IS this film a melodramatic romance or a romantic melodrama? Whichever, its genesis is a novel by Joyce Maynard adapted by director Jason Reitman.
In a small New Hampshire town, divorcee Adele (Kate Winslet) mother of Henry (Gattlin Griffith) in sixth year at primary school, is a sad case, blighted by a gynaecological tragedy, reclusive, taking prescription meds to cope with Attention Deficit Disorder.
It’s Friday. A bearded man follows Henry from the supermarket to her car and asks for a lift. Frank (Josh Brolin) is an escaped convict suffering from a gunshot wound when he jumped from a second-story hospital window following an appendectomy. He wants shelter until nightfall.
Frank’s not a bad guy. He had his reasons for going to prison. He’s full of human goodness. He gives the car a service. He cuts and stacks the firewood. He mops the floor. He teaches Adele and Henry how to make a peach pie.
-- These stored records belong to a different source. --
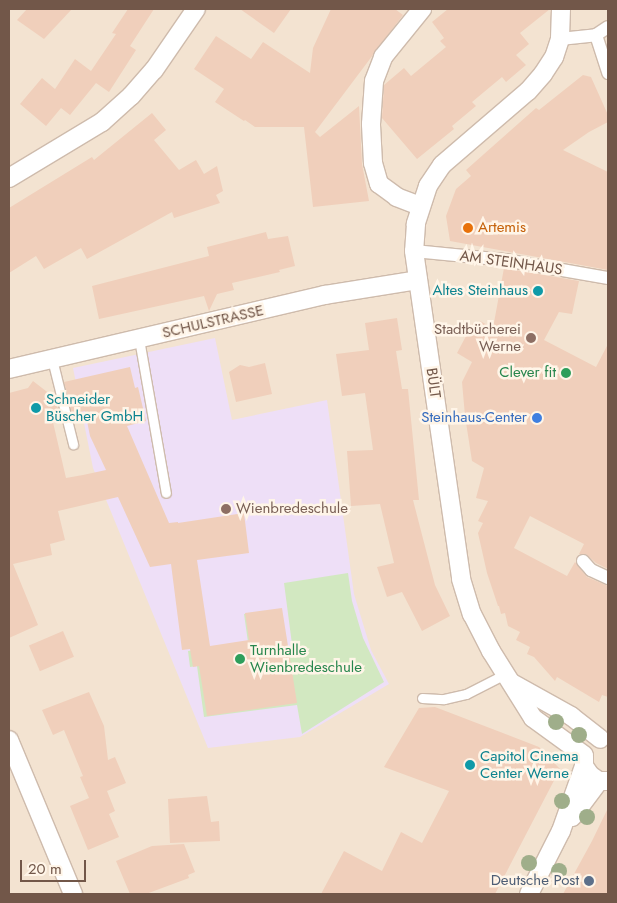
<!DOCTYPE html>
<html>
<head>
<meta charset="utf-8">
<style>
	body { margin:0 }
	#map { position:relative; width:617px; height:903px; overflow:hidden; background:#fbf1e2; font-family:Jost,sans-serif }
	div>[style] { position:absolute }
	.residential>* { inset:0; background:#f3e3d1; transform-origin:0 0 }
	.education>* { inset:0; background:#eedff7 }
	.green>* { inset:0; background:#d2e8c1 }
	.building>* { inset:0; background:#f0cfbb; transform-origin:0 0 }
	.roads { filter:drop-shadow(1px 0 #cebbac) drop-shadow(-1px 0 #cebbac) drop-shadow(0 1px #cebbac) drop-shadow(0 -1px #cebbac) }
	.service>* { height:9px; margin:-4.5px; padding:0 4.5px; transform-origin:4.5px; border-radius:4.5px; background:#fff }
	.pedestrian>* { height:12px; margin:-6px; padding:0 6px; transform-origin:6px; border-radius:6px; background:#fff }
	.minor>* { height:18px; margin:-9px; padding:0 9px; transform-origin:9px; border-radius:9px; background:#fff }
	.trees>* { width:16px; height:16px; margin:-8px; border-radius:50%; background:#9fae8a }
	.dots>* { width:14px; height:14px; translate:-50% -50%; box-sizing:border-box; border:2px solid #fff5e8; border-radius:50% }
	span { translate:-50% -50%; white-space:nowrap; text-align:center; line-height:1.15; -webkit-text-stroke:5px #fff5e8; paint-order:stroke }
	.food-label { font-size:15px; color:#c56008 }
	.left { translate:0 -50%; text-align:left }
	.street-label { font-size:15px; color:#725749 }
	.culture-label { font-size:15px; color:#0d838f }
	.right { translate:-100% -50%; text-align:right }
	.education-label { font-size:15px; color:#785e54 }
	.leisure-label { font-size:15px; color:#27864d }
	.shop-label { font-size:15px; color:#366cbe }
	.service-label { font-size:15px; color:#4e5e75 }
	.frame { position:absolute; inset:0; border:10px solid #725749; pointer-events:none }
	.scale { position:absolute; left:20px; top:860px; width:66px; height:22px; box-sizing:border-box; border:2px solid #725749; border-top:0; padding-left:6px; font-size:15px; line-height:18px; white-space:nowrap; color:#725749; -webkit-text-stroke:4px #fff5e8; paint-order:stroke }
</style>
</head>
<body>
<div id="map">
	<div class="residential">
		<div style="left:9px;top:9px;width:599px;height:885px"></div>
	</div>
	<div class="education">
		<div style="clip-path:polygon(215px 338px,232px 420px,327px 400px,354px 594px,371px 650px,389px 684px,300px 737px,208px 748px,93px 468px,73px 368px)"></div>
	</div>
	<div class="green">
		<div style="clip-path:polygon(348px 573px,352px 601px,363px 638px,384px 682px,302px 734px,297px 705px,204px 717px,197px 666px,190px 667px,188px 651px,248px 642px,244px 614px,281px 609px,288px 653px,293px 652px,284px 583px)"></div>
	</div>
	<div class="building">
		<div style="clip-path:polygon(27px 9px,72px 9px,44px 39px,17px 20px)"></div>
		<div style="clip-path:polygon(128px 9px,154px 9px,130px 46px,136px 50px,109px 92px,96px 83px,70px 115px,61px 108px,46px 126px,20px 104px,42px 78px,55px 89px,75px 59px,91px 71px,116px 34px,112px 33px)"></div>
		<div style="clip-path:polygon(240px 9px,291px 9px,274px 33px)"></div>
		<div style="clip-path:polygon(331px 9px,395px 9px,403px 15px,315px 132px,320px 137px,359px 106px,362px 164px,369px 201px,313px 207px,304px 127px,255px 127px,245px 120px,244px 121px,215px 102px,224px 89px,194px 69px,216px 36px,251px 59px,263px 42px,310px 73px,313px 48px)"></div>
		<div style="clip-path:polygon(448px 9px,550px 9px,520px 33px,529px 44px,516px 55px,526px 65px,506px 82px,502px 77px,472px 102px,476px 106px,452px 126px,454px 129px,417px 159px,382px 118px,384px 85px,404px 68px,411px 76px,446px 47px,440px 41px,444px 38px,432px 22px)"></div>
		<div style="clip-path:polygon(583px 75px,591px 77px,608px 115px,608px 122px,589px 132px,563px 150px,608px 172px,608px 270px,450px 241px,446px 216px,456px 189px,471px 176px,466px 170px,536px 108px,539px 110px)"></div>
		<div style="clip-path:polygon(152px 113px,166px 130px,154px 140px,179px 170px,196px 160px,204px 174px,217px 166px,223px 191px,216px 195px,220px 203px,174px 218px,172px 212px,87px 259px,81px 248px,44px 269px,36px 256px,9px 273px,9px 208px,92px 157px,94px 160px)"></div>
		<div style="clip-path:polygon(266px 232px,268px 239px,288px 236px,295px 266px,279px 270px,280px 272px,232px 283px,234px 290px,217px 294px,209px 311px,204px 296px,99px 319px,92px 286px,209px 256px,207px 247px)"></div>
		<div style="clip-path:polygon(504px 268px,579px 281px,572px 314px,559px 312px,544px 340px,596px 367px,608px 344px,608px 569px,596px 563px,586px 554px,579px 554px,584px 544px,530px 516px,514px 548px,567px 576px,575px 562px,587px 577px,608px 586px,608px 697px,602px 695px,599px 702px,557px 677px,555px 681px,534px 657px,527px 654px,530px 647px,516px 640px,520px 632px,508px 626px,505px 613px,501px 614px,499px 606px,498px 606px,487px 573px,478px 533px,483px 523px,478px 521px,488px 501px,476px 498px,484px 468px,472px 461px,465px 416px,462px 382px,472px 362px,457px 353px,473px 323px,477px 325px,480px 321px,493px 328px)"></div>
		<div style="clip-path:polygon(397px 318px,402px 350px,396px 351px,402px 389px,408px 389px,419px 500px,413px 500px,435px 585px,450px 616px,422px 631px,402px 592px,387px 597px,377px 567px,394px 563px,380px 504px,351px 506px,347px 451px,373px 450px,365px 393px,342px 396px,336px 354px,369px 350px,365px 323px)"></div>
		<div style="clip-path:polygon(265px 363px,272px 394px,236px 402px,229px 372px,240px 365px,249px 367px)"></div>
		<div style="clip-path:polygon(130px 367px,135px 388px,138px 387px,146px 421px,127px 426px,169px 523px,178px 522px,178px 523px,244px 513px,249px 553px,197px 560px,210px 646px,249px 640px,245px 613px,282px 608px,297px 703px,207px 716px,199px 666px,193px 667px,190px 649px,182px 650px,171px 564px,150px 567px,118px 497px,58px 511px,65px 540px,50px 544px,52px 555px,13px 564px,38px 625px,9px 638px,9px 393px,28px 388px,33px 381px,55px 398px,60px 416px,52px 418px,66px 478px,83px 475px,106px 470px,90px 436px,85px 411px,72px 414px,64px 382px)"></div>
		<div style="left:63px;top:631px;width:28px;height:37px;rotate:67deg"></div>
		<div style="clip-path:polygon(89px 692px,104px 726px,108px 760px,115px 757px,126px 783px,107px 791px,115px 811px,109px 814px,119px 837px,88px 850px,70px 806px,89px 798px,80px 777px,83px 776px,64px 730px,53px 735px,42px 710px)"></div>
		<div style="clip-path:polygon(435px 707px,539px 747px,560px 769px,495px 894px,321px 894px,344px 851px,382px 871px,401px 832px,422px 843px,449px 791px,384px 767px,419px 708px)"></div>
		<div style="clip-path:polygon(207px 796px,211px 822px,219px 821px,220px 841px,170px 843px,168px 799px)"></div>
		<div style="clip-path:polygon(608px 808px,608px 894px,563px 894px,592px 841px)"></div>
		<div style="clip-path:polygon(184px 844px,195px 872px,188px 875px,189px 878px,146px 894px,130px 894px,116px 861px,152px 846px)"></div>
	</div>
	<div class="roads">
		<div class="service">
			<div style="left:139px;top:339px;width:156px;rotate:80.1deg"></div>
			<div style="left:52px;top:359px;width:88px;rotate:76.1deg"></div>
			<div style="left:422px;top:698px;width:22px;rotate:3deg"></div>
			<div style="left:444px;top:699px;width:23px;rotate:-13deg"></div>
			<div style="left:466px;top:694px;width:44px;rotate:-27.1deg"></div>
		</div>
		<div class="pedestrian">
			<div style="left:596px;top:35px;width:40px;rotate:72deg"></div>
			<div style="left:560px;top:39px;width:36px;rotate:-6deg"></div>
			<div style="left:596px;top:35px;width:14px;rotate:-34deg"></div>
			<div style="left:414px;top:251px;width:91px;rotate:5.6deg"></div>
			<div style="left:505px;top:260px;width:105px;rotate:9.9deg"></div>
			<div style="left:583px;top:561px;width:12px;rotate:48deg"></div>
			<div style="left:591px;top:570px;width:19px;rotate:25deg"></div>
		</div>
		<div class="minor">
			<div style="left:561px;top:9px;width:30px;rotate:92deg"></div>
			<div style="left:560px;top:39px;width:19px;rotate:108deg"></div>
			<div style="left:554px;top:57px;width:20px;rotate:123deg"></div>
			<div style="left:543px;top:74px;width:23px;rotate:131deg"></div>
			<div style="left:528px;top:91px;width:113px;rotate:139.3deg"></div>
			<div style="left:442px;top:165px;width:25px;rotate:124deg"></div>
			<div style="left:428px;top:186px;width:40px;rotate:108deg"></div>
			<div style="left:416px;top:224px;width:27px;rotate:94deg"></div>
			<div style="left:414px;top:251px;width:331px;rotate:81.8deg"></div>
			<div style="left:461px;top:579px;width:37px;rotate:73deg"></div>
			<div style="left:472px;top:614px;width:42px;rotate:62.8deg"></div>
			<div style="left:491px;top:651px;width:79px;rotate:57.9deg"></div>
			<div style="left:533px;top:718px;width:63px;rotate:36deg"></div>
			<div style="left:9px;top:178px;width:109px;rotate:-31.1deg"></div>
			<div style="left:102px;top:122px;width:39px;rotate:-42deg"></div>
			<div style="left:131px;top:96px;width:35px;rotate:-49deg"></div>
			<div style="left:154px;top:70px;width:74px;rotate:-55.5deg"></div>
			<div style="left:420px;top:206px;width:25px;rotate:-159deg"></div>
			<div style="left:397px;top:197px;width:22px;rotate:-144deg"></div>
			<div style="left:379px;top:184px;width:22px;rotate:-106deg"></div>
			<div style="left:373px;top:163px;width:39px;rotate:-93deg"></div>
			<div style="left:371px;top:124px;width:43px;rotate:-86deg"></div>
			<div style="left:374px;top:81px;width:26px;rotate:-69deg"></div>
			<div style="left:383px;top:57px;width:62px;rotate:-50.9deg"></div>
			<div style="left:9px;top:369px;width:325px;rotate:-13.2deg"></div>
			<div style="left:325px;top:295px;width:94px;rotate:-9.2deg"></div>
			<div style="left:512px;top:683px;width:68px;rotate:29.2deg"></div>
			<div style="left:571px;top:716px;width:37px;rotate:38deg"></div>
			<div style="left:9px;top:740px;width:167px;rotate:67.4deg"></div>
			<div style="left:584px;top:757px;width:9px;rotate:90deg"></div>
			<div style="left:584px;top:766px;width:11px;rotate:56deg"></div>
			<div style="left:590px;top:775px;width:11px;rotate:34deg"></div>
			<div style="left:599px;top:781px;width:9px"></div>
			<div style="left:572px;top:817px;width:45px;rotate:-53.1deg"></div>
			<div style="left:529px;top:894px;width:71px;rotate:-63.1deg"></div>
			<div style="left:561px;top:831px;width:69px;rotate:-70.5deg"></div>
		</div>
	</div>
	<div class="trees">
		<div style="left:556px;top:722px"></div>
		<div style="left:579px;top:735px"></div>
		<div style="left:562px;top:801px"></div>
		<div style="left:587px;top:817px"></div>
		<div style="left:529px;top:863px"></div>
		<div style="left:559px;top:871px"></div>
	</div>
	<div class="dots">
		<div style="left:468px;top:228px;background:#e8710a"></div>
		<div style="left:538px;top:291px;background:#0f9aa8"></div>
		<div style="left:531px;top:338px;background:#8d6e63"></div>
		<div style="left:566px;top:373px;background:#2e9e5b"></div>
		<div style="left:36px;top:408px;background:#0f9aa8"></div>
		<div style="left:537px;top:418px;background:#3f7fe0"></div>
		<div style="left:226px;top:509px;background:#8d6e63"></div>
		<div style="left:240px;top:659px;background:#2e9e5b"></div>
		<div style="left:470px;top:765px;background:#0f9aa8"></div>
		<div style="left:589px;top:881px;background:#5c6f8a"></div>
	</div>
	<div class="food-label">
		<span class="left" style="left:478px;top:228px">Artemis</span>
	</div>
	<div class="street-label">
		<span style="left:511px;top:263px;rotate:8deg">AM STEINHAUS</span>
		<span style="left:213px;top:322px;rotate:-13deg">SCHULSTRASSE</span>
		<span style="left:433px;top:383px;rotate:82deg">BÜLT</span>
	</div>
	<div class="culture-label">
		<span class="right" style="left:528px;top:291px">Altes Steinhaus</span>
		<span class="left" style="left:46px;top:408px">Schneider<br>Büscher GmbH</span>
		<span class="left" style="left:480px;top:765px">Capitol Cinema<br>Center Werne</span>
	</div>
	<div class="education-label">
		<span class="right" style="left:521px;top:338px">Stadtbücherei<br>Werne</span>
		<span class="left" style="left:236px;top:509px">Wienbredeschule</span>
	</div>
	<div class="leisure-label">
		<span class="right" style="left:556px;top:373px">Clever fit</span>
		<span class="left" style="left:250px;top:659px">Turnhalle<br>Wienbredeschule</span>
	</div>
	<div class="shop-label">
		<span class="right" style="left:527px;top:418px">Steinhaus-Center</span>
	</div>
	<div class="service-label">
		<span class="right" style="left:579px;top:881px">Deutsche Post</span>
	</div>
	<div class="frame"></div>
	<div class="scale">20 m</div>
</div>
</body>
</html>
By Saturday night, the adults have developed a plan to pack up the house and drive across to Canada and the film has become an idyll driving us to wonder when the hammer will fall. Monday morning is when.
There’s nothing innately wrong with “Labor Day”, nor, alas, is there much that is inherently convincing. The tension is muted. There is no real conflict. Its target audience seems to be women whose main experience of the printed word is magazines full of fashion, gossip and household hints.